> _RECORDS_
━━━━━━━━

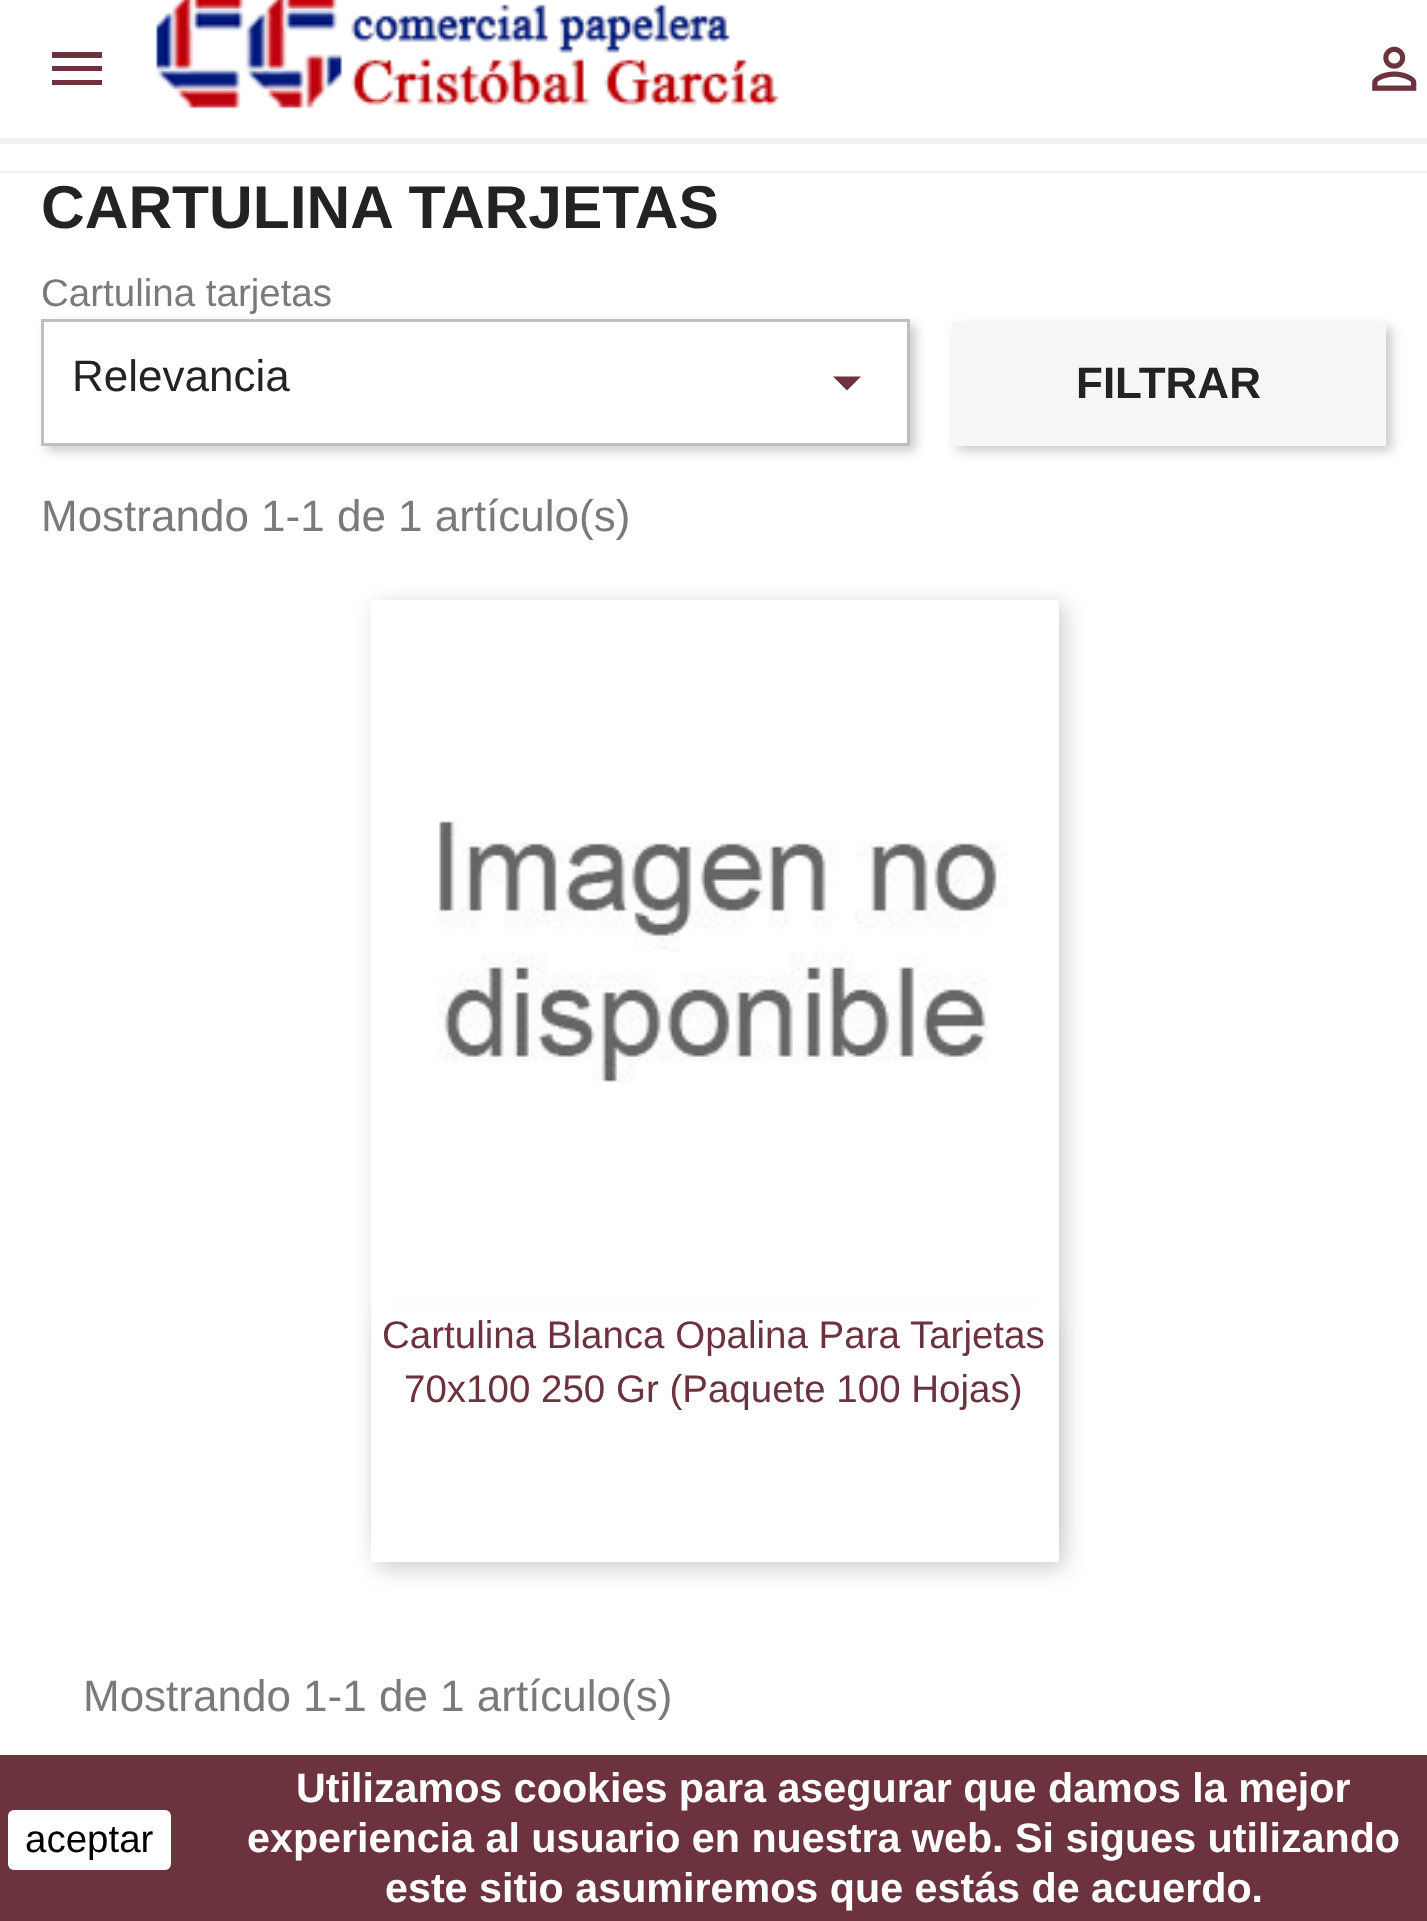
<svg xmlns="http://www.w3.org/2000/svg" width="1427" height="1921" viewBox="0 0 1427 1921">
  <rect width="100%" height="100%" fill="rgb(255,255,255)"/>
  <rect x="0" y="138" width="1427" height="6" fill="rgb(241,241,241)"/>
  <path d="M52 52H102V58H52ZM52 71V66H102V71ZM52 85V80H102V85Z" fill="rgb(108,50,62)"/>
  <image x="156" y="0" width="624" height="109" href="pic1.png"/>
  <image x="1372" y="46" width="45" height="45" href="pic2.png"/>
  <rect x="0" y="171" width="1427" height="2" fill="rgb(241,241,241)"/>
  <text x="41" y="228" font-family="Liberation Sans" font-size="60.5" font-weight="bold" fill="rgb(35,35,35)">CARTULINA TARJETAS</text>
  <text x="41" y="306" font-family="Liberation Sans" font-size="38.5" fill="rgb(122,122,122)">Cartulina tarjetas</text>
  <rect x="47" y="325" width="869" height="126" fill="rgba(0,0,0,0.2)" filter="blur(5.5px)"/>
  <rect x="42.5" y="320.5" width="866" height="124" fill="rgb(255,255,255)" stroke="rgb(191,191,191)" stroke-width="3"/>
  <text x="72" y="391" font-family="Liberation Sans" font-size="44" fill="rgb(35,35,35)">Relevancia</text>
  <path d="M833 376.5H861L847 390.5Z" fill="rgb(108,50,62)"/>
  <rect x="957" y="327" width="435" height="124" fill="rgba(0,0,0,0.2)" filter="blur(5.5px)"/>
  <rect x="952" y="322" width="434" height="124" fill="rgb(246,246,246)"/>
  <text x="1076" y="398" font-family="Liberation Sans" font-size="44" font-weight="bold" fill="rgb(35,35,35)">FILTRAR</text>
  <text x="41" y="531" font-family="Liberation Sans" font-size="44" fill="rgb(122,122,122)">Mostrando 1-1 de 1 artículo(s)</text>
  <rect x="377" y="605" width="687" height="963" fill="rgba(0,0,0,0.2)" filter="blur(11px)"/>
  <rect x="371" y="600" width="688" height="706" fill="rgb(255,255,255)"/>
  <image x="437" y="820" width="572" height="263" href="pic3.png"/>
  <rect x="385" y="1328" width="660" height="207" fill="rgba(0,0,0,0.2)" filter="blur(14px)"/>
  <rect x="371" y="1306" width="688" height="256" fill="rgb(255,255,255)"/>
  <g font-family="Liberation Sans" font-size="38.5" fill="rgb(108,50,62)">
    <text x="382" y="1348">Cartulina Blanca Opalina Para Tarjetas</text>
    <text x="404" y="1402">70x100 250 Gr (Paquete 100 Hojas)</text>
  </g>
  <text x="83" y="1711" font-family="Liberation Sans" font-size="44" fill="rgb(122,122,122)">Mostrando 1-1 de 1 artículo(s)</text>
  <rect x="0" y="1755" width="1427" height="166" fill="rgb(108,50,62)"/>
  <rect x="8" y="1810" width="163" height="60" rx="6" fill="rgb(255,255,255)"/>
  <text x="25" y="1852" font-family="Liberation Sans" font-size="38.5" fill="rgb(0,0,0)">aceptar</text>
  <g font-family="Liberation Sans" font-size="41.25" font-weight="bold" fill="rgb(255,255,255)">
    <text x="296" y="1802">Utilizamos cookies para asegurar que damos la mejor</text>
    <text x="247" y="1852">experiencia al usuario en nuestra web. Si sigues utilizando</text>
    <text x="385" y="1902">este sitio asumiremos que estás de acuerdo.</text>
  </g>
</svg>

━━━━━━━━

> _YOUR ASSIGNMENT_
Report each line of the data that includes the string "artículo".

> _ANSWER SPACE_
  <text x="41" y="531" font-family="Liberation Sans" font-size="44" fill="rgb(122,122,122)">Mostrando 1-1 de 1 artículo(s)</text>
  <text x="83" y="1711" font-family="Liberation Sans" font-size="44" fill="rgb(122,122,122)">Mostrando 1-1 de 1 artículo(s)</text>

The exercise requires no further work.